RECORDS SHOWN —
++++++++

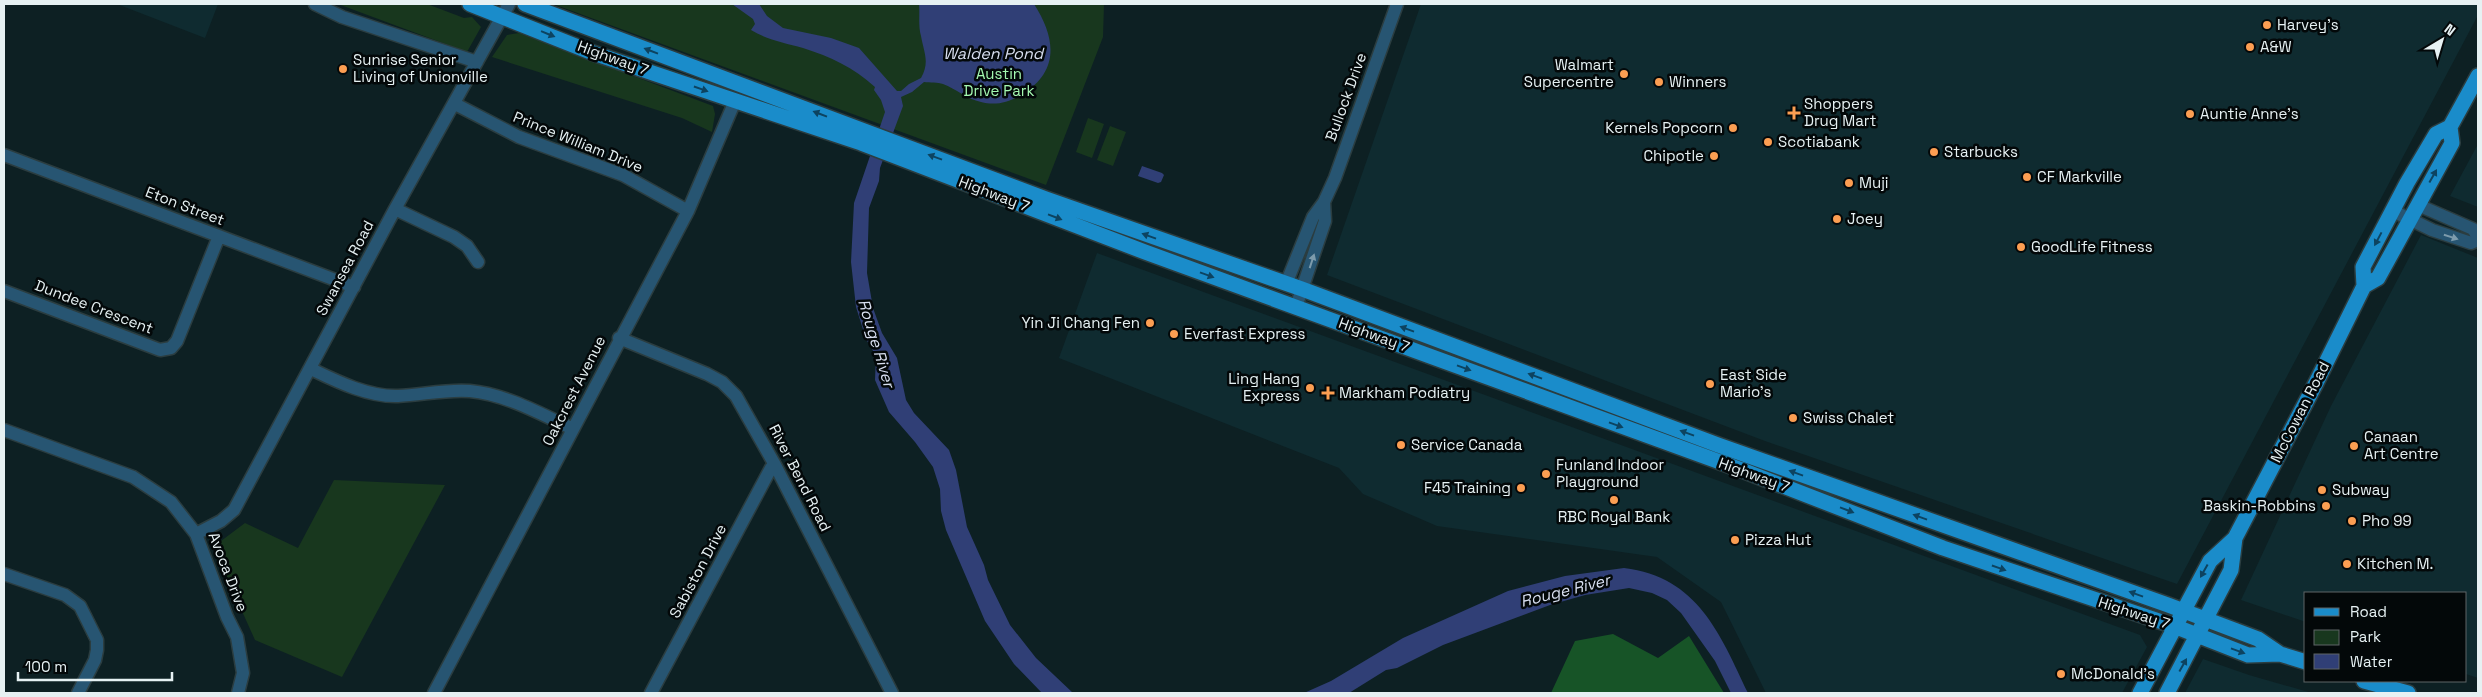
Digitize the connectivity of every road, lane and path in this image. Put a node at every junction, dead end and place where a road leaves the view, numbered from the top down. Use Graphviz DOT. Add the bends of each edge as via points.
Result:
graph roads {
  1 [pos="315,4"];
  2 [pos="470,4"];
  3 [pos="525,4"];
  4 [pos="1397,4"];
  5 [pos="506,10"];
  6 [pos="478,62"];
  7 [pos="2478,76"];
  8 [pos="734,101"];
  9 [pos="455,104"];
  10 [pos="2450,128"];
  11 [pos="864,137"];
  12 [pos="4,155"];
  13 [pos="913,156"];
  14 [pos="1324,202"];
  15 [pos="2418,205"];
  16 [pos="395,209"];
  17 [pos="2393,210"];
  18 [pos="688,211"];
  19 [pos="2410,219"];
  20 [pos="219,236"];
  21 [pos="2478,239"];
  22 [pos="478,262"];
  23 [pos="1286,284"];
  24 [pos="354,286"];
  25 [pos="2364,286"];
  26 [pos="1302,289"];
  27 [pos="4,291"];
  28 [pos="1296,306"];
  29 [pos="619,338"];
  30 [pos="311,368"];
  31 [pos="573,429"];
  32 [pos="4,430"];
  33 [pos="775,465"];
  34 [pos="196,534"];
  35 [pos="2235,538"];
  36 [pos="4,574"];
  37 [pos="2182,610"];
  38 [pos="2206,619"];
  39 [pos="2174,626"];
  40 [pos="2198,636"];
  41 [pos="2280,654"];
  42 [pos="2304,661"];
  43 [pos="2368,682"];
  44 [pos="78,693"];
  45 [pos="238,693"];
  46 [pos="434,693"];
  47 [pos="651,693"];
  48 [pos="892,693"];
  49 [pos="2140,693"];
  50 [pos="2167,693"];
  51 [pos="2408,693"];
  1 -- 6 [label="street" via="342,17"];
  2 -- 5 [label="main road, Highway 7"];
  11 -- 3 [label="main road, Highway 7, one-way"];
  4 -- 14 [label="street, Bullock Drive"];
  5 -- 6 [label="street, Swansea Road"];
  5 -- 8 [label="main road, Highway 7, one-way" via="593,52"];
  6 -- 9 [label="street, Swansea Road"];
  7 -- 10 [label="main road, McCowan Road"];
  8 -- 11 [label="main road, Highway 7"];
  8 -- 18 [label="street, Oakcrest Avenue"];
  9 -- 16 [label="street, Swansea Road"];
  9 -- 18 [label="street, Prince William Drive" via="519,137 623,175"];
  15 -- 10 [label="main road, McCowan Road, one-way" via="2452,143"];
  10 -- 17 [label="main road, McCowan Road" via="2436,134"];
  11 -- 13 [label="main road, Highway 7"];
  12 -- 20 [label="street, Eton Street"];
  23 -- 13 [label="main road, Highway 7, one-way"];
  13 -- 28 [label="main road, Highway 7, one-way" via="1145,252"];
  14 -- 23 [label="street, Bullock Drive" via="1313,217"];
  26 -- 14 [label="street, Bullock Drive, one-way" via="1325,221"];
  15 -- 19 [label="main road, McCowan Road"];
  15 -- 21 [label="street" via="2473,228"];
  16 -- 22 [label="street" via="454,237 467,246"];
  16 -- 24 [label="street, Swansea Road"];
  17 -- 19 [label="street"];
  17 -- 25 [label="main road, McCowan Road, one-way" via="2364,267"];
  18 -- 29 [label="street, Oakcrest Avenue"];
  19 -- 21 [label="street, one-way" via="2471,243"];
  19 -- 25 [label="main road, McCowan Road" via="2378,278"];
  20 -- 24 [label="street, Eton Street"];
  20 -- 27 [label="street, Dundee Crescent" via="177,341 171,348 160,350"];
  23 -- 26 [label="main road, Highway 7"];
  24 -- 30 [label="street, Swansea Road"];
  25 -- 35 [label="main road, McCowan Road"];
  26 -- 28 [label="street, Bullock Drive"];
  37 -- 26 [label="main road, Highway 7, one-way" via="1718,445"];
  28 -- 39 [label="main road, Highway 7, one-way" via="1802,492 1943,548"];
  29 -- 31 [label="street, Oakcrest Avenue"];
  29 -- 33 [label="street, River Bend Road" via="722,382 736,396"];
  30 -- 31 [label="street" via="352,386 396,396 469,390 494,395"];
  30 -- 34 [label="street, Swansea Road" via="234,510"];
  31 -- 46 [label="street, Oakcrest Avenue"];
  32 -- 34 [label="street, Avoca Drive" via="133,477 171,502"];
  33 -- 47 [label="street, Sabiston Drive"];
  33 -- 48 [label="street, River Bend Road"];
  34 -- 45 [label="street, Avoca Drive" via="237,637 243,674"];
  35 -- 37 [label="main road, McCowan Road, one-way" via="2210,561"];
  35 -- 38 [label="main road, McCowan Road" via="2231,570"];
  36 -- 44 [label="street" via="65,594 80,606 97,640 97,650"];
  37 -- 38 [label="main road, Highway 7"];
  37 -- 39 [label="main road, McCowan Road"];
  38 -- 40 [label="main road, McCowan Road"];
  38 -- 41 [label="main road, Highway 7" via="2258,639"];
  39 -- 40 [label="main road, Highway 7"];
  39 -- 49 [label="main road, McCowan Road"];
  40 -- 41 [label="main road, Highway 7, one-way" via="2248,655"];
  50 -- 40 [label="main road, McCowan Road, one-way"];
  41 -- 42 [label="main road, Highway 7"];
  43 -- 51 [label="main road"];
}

++++++++

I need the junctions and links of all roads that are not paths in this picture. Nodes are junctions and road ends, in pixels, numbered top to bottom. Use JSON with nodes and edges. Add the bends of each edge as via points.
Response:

++++++++

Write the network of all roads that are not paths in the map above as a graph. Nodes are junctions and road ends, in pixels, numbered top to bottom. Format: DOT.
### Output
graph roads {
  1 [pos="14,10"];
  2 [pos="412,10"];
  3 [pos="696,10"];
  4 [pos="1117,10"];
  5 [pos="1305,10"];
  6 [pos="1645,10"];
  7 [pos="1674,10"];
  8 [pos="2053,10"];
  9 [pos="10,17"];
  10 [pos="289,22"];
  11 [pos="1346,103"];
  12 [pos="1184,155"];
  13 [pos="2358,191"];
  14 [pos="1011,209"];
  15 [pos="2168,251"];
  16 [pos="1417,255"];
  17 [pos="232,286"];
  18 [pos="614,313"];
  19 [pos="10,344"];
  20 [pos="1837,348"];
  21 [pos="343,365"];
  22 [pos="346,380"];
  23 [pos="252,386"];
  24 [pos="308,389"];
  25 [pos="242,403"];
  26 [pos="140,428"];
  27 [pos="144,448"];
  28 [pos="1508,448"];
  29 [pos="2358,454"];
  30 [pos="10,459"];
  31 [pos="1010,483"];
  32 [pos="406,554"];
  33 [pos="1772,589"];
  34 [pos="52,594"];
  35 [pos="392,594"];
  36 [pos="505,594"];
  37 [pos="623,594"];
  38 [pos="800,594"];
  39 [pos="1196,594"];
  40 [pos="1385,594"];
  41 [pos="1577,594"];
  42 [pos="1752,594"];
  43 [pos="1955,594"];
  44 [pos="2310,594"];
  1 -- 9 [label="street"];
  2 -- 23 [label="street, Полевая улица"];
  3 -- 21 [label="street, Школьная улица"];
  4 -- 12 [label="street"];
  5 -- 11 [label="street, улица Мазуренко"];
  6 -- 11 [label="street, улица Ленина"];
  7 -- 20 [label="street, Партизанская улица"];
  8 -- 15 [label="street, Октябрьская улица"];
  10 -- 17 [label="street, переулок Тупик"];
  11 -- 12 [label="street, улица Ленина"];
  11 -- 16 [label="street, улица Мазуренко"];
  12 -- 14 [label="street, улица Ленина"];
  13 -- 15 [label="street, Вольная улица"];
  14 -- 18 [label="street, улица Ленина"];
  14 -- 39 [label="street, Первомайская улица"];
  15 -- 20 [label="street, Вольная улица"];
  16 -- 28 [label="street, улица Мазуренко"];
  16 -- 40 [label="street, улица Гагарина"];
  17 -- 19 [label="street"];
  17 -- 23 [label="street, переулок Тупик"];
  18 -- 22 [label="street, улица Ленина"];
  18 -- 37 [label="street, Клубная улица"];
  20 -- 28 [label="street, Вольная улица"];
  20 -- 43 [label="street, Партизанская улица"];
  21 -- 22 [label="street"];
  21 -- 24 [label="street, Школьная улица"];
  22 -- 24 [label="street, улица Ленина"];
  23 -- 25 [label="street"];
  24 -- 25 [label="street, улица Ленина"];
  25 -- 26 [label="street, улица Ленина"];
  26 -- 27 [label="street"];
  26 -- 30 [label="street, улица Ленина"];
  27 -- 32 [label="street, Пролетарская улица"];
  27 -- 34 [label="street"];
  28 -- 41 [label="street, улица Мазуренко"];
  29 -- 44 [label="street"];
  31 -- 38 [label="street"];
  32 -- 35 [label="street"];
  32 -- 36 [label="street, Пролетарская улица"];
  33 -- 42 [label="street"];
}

++++++++

REQUIREMENT — Throughout the material above, find lines holding the word "bends", then copy them.

RESULT BELOW —
Digitize the connectivity of every road, lane and path in this image. Put a node at every junction, dead end and place where a road leaves the view, numbered from the top down. Use Graphviz DOT. Add the bends of each edge as via points.
I need the junctions and links of all roads that are not paths in this picture. Nodes are junctions and road ends, in pixels, numbered top to bottom. Use JSON with nodes and edges. Add the bends of each edge as via points.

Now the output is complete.